Social science can contribute to understanding of issues surrounding small-scale fisheries (Point 4). One of the key issues for Pacific Island coastal fisheries is customary tenure, in that this form of property often clashes with commercial or industrial modes of production. Some pundits propose doing away with customary tenure and instituting private property regimes, but this is only likely to lead to dispossession and cultural breakdown. Approaches that appreciate the disparate worldviews coming to the table for resource management are needed to come up with creative solutions.

Disparate worldviews also arise as important not only for issues of customary tenure or Indigenous rights, but also more broadly to do with the philosophies behind regimes of natural resource management. Some biologists and economists have promoted a model based on use of market mechanisms and property rights. While there have been benefits from this model of resource management in terms of limiting catches in some fisheries, it would be a mistake to assume this model can be universally applied. Big players such as Japan explicitly reject this model of resource management, and the USA mostly does not use this kind of regime. The governance framework envisaged in the study must account for a diversity of approaches to governance, based on social science evidence-based research.

Point 2 notes that eco-system based management regimes are needed, but it has not yet been worked out how to do this kind of management in places without large government apparatus for data collection and monitoring.

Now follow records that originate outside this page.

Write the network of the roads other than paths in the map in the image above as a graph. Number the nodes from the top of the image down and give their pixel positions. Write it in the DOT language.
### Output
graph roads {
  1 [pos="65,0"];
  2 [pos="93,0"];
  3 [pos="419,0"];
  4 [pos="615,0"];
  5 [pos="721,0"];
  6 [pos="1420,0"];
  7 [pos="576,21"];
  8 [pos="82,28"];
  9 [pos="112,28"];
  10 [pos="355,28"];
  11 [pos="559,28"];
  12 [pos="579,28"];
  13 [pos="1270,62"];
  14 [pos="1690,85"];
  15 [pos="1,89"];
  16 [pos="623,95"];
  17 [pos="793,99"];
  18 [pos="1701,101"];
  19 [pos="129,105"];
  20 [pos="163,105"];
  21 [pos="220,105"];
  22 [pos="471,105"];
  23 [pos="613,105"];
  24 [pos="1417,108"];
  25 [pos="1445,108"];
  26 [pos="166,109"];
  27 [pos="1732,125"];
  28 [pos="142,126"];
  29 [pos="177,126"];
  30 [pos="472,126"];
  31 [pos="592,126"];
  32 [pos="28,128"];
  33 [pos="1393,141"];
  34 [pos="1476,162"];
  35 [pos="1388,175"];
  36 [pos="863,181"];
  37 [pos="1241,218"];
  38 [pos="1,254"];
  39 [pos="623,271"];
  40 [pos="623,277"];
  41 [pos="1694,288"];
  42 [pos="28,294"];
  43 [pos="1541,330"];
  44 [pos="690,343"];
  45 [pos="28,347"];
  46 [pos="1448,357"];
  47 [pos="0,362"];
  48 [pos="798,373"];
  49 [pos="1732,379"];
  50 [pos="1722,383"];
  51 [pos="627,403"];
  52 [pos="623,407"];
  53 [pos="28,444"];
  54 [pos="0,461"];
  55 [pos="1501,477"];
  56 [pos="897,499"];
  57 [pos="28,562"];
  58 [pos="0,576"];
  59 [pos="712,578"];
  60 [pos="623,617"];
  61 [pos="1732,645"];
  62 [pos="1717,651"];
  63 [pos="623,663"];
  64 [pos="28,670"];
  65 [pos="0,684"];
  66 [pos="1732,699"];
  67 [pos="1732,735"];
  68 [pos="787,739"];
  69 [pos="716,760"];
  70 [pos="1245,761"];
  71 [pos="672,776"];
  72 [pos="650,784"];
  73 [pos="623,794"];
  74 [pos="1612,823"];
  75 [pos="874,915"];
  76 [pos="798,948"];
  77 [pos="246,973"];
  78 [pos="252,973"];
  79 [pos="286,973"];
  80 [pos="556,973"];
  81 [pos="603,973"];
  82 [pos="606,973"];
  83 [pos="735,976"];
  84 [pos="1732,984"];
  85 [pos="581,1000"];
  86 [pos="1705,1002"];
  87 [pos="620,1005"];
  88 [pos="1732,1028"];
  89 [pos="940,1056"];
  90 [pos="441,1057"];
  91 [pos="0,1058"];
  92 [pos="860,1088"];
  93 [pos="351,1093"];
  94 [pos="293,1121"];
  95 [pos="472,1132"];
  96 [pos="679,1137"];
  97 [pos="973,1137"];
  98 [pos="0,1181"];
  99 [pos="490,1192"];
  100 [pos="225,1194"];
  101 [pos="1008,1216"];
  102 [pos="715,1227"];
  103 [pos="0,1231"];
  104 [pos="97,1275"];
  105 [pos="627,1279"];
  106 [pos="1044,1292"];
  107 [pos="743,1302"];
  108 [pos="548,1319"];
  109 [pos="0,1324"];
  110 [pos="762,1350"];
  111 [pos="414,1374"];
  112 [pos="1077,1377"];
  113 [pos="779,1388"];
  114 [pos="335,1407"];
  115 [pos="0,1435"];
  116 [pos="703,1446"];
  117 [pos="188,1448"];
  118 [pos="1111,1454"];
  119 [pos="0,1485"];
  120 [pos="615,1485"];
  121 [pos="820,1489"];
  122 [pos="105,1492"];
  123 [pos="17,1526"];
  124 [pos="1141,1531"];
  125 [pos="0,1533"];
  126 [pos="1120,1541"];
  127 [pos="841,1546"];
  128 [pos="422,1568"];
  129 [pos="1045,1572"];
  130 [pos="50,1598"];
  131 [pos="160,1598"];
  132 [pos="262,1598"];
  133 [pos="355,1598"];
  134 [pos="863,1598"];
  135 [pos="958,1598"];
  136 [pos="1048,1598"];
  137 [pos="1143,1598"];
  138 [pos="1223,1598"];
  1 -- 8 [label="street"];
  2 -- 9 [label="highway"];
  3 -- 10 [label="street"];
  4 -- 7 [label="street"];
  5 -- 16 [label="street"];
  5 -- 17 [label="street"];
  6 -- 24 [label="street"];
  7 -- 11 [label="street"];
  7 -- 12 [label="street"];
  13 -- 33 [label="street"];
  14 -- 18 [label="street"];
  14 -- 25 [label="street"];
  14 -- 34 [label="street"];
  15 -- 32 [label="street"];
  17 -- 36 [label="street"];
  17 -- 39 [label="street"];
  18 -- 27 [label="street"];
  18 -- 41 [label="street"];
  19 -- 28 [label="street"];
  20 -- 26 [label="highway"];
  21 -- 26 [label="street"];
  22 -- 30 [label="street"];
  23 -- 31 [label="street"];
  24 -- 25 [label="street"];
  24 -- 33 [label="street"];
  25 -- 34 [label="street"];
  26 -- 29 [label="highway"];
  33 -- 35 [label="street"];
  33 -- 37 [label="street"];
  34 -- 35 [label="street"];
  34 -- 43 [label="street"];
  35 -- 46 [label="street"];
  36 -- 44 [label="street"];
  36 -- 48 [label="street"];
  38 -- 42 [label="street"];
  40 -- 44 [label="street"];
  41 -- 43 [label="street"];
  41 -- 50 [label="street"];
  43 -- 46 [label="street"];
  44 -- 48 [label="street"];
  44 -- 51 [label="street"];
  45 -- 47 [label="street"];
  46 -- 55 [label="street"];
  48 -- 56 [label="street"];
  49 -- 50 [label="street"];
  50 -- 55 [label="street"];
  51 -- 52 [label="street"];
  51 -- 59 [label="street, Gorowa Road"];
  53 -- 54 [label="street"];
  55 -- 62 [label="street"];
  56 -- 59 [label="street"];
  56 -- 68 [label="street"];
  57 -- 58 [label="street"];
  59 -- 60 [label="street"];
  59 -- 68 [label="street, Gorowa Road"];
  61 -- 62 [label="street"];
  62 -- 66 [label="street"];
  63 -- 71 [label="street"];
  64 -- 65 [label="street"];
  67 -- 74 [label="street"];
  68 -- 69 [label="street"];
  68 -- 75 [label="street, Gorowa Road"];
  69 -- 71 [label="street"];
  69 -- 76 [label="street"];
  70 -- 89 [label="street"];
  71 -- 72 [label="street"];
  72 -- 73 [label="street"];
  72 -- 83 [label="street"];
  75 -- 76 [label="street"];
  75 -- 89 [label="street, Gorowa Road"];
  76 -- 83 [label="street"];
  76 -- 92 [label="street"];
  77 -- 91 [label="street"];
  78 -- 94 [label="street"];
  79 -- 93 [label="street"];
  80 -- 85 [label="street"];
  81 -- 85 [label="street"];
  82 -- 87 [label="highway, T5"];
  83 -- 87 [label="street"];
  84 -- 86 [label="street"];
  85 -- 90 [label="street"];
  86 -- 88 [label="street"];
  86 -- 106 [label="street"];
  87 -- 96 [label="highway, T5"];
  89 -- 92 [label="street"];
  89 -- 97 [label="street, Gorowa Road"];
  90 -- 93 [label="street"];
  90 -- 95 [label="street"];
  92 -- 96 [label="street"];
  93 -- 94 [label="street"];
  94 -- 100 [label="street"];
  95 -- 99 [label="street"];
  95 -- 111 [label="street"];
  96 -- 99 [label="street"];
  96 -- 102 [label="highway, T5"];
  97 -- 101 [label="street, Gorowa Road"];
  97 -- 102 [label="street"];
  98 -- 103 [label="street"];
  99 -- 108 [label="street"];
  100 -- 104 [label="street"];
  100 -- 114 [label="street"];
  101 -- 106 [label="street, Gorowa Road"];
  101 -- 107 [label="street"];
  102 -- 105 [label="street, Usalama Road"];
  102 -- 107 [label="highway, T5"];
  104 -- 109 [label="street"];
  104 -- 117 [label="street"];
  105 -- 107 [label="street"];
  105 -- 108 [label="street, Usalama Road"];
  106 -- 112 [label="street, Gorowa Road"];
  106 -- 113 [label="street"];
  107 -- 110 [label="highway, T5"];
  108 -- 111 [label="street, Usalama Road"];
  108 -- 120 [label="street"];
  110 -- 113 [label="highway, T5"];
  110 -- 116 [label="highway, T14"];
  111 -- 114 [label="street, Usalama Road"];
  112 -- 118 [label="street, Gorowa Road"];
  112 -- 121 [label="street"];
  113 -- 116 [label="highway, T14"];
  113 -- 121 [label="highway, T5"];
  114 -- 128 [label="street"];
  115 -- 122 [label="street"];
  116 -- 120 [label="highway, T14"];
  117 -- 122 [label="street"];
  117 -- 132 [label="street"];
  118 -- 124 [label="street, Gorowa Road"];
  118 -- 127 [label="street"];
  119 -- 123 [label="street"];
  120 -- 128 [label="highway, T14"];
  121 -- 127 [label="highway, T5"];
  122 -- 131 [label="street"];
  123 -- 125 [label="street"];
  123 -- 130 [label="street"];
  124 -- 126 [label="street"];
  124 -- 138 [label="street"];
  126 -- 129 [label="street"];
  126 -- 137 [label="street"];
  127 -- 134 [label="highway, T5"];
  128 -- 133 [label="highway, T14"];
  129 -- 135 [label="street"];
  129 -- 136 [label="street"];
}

Social scientists working with biologists and economists looking at the available governance systems may be able to contribute to developing forms of eco-system based management feasible to implement in areas with limited government capacity.

Governance systems in themselves are complex for food security and resource management. Point 1 notes that ecolabels and traceability are important trends for the topic of the study, and these involve actors other than governments. Environmental non-governmental organizations have shifted the commercial landscape in fisheries over the last decade by exploiting the pressure point of reputational risk among seafood retailers in particular, boosting demand for ecolabeled products and other forms of avoiding bad press. Even the government actors are complex with global, regional, national and local-level government bodies all playing roles affecting food security and sustainable development in fisheries and aquaculture. Multi-organizational governance is the lens through which the various layers and types of stakeholders may be best understood. Their relative power relations as well as modes of operation are important to consider.

In this vein the value chain understanding noted in Points 4 and 9, which are important in terms of opportunities for both women and small-scale coastal fisheries, are also important for governance. The measures necessary to assure food security and sustainability from fisheries have to be effective all the way along the supply chain in globally traded commodities. National measures alone, and indeed government measures alone, are insufficient. Globalization thus offers obstacles for implementing policies for food security and sustainability, but also offers ways of working around the revenue shortages of small island states, for example.

I look forward to seeing more of this project and hope that the Steering Committee and Project Team are able to bring to fruition the ambitious aim to have a comprehensive approach to the study.